* **AIM OF THE TASK**: Return the full set of entries below exactly, leaving every image out.

* **INPUT RECORDS**:
+++
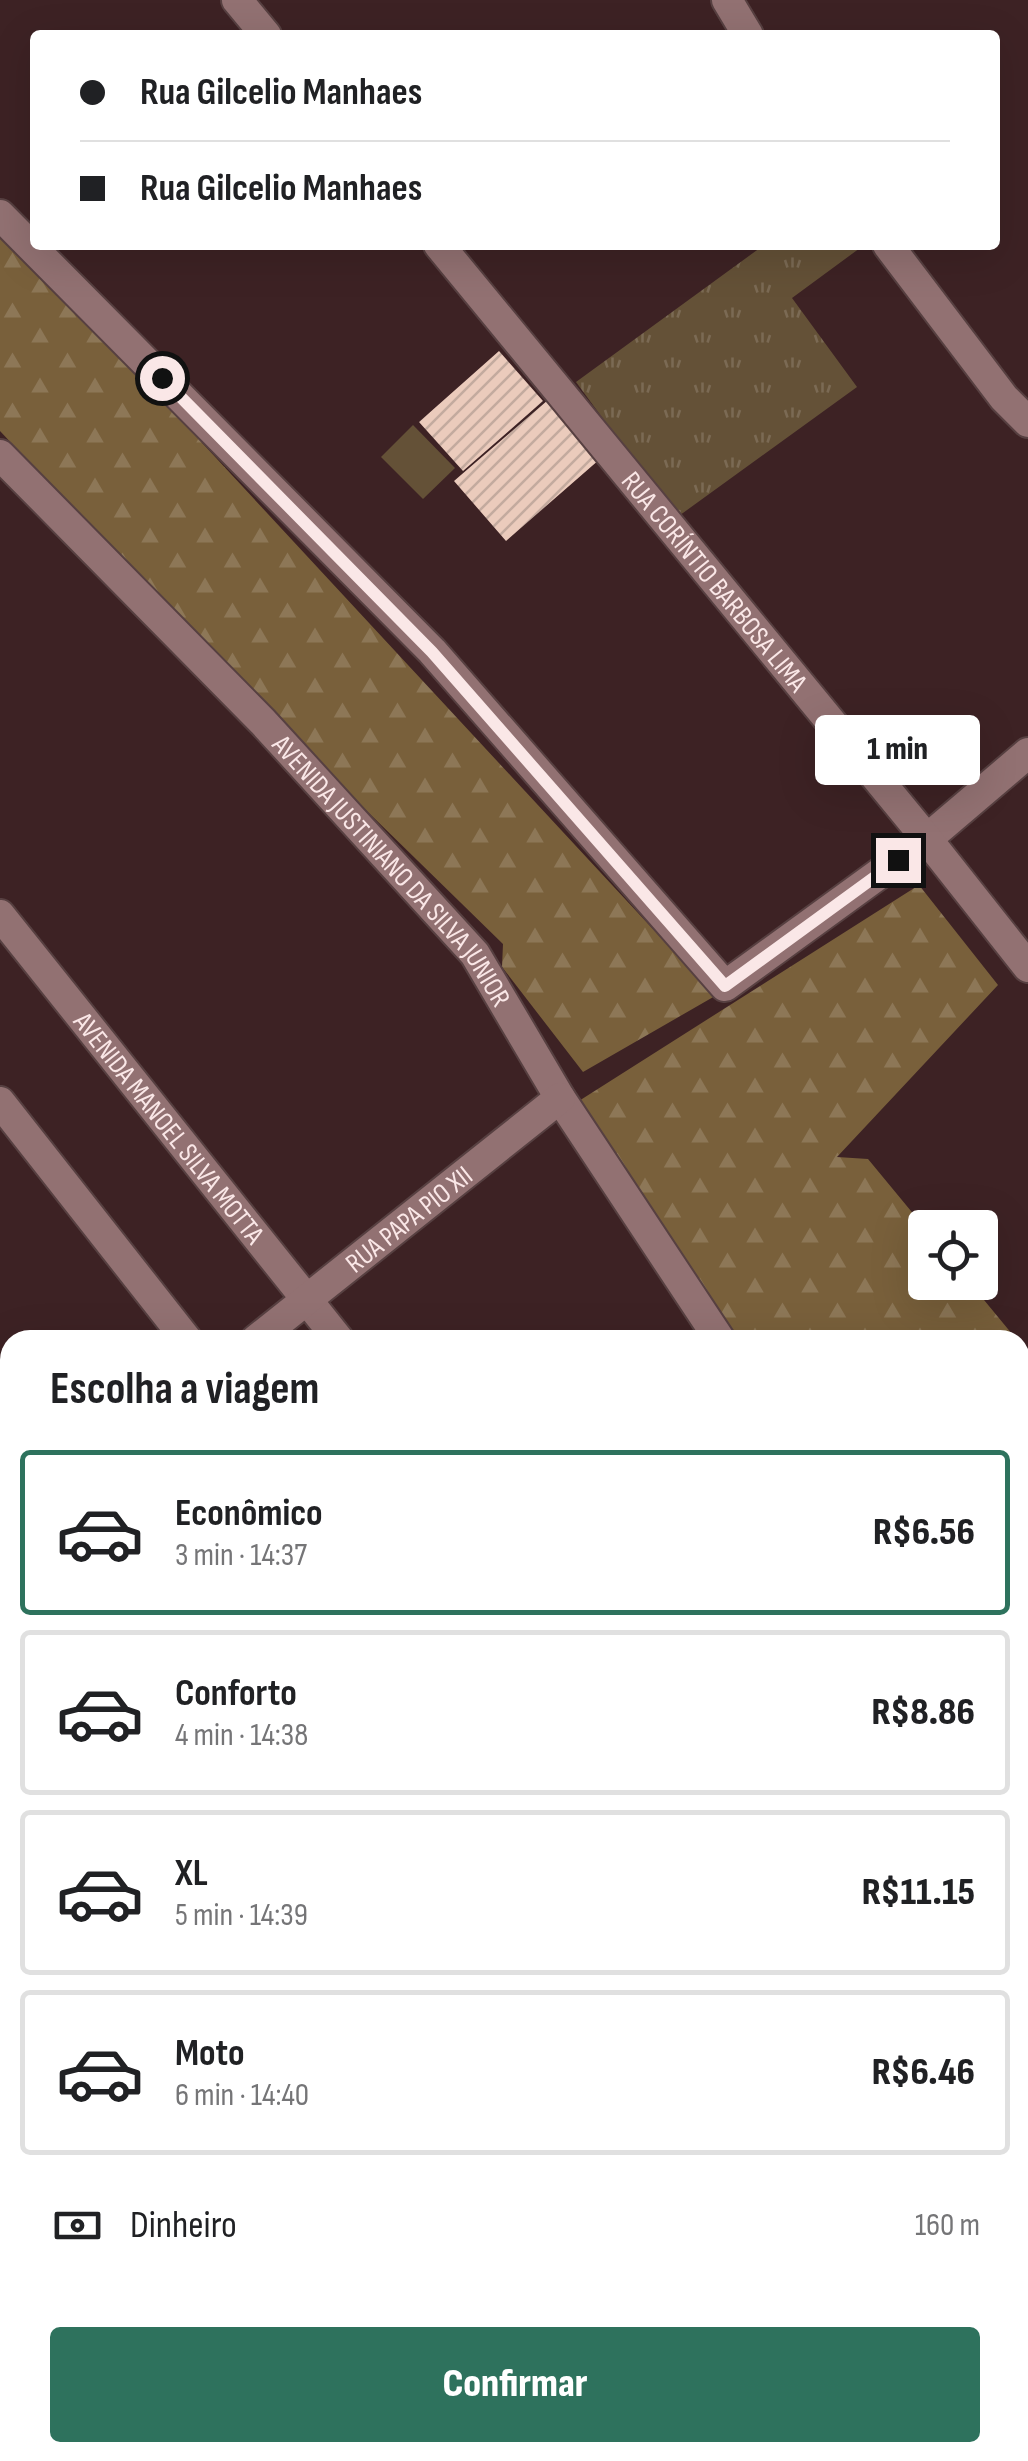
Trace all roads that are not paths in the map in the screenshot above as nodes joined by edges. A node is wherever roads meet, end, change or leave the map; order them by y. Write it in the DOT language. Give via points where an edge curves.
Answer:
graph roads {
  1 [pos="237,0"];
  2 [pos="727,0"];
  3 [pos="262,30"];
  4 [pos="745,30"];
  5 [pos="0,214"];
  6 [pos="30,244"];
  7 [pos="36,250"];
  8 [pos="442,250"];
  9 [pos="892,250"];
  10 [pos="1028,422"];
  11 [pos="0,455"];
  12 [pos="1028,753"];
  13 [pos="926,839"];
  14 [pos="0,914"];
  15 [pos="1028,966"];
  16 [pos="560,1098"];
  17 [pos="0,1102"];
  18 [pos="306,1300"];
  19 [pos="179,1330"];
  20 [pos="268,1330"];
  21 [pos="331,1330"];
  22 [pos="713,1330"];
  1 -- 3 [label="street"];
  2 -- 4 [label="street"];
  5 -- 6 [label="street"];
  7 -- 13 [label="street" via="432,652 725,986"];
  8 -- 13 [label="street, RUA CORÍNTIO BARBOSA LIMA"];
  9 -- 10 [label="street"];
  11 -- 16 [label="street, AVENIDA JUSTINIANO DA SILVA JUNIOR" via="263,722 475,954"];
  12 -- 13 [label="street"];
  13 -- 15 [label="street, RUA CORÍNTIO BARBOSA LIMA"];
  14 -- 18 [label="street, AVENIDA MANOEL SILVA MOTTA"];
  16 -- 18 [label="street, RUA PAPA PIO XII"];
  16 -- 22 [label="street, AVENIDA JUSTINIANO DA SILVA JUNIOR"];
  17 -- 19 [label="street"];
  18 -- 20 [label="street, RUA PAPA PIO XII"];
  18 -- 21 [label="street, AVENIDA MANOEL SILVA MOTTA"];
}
+++
* **EXPECTED OUTPUT**:
Trace all roads that are not paths in the map in the screenshot above as nodes joined by edges. A node is wherever roads meet, end, change or leave the map; order them by y. Write it in the DOT language. Give via points where an edge curves.
Answer:
graph roads {
  1 [pos="237,0"];
  2 [pos="727,0"];
  3 [pos="262,30"];
  4 [pos="745,30"];
  5 [pos="0,214"];
  6 [pos="30,244"];
  7 [pos="36,250"];
  8 [pos="442,250"];
  9 [pos="892,250"];
  10 [pos="1028,422"];
  11 [pos="0,455"];
  12 [pos="1028,753"];
  13 [pos="926,839"];
  14 [pos="0,914"];
  15 [pos="1028,966"];
  16 [pos="560,1098"];
  17 [pos="0,1102"];
  18 [pos="306,1300"];
  19 [pos="179,1330"];
  20 [pos="268,1330"];
  21 [pos="331,1330"];
  22 [pos="713,1330"];
  1 -- 3 [label="street"];
  2 -- 4 [label="street"];
  5 -- 6 [label="street"];
  7 -- 13 [label="street" via="432,652 725,986"];
  8 -- 13 [label="street, RUA CORÍNTIO BARBOSA LIMA"];
  9 -- 10 [label="street"];
  11 -- 16 [label="street, AVENIDA JUSTINIANO DA SILVA JUNIOR" via="263,722 475,954"];
  12 -- 13 [label="street"];
  13 -- 15 [label="street, RUA CORÍNTIO BARBOSA LIMA"];
  14 -- 18 [label="street, AVENIDA MANOEL SILVA MOTTA"];
  16 -- 18 [label="street, RUA PAPA PIO XII"];
  16 -- 22 [label="street, AVENIDA JUSTINIANO DA SILVA JUNIOR"];
  17 -- 19 [label="street"];
  18 -- 20 [label="street, RUA PAPA PIO XII"];
  18 -- 21 [label="street, AVENIDA MANOEL SILVA MOTTA"];
}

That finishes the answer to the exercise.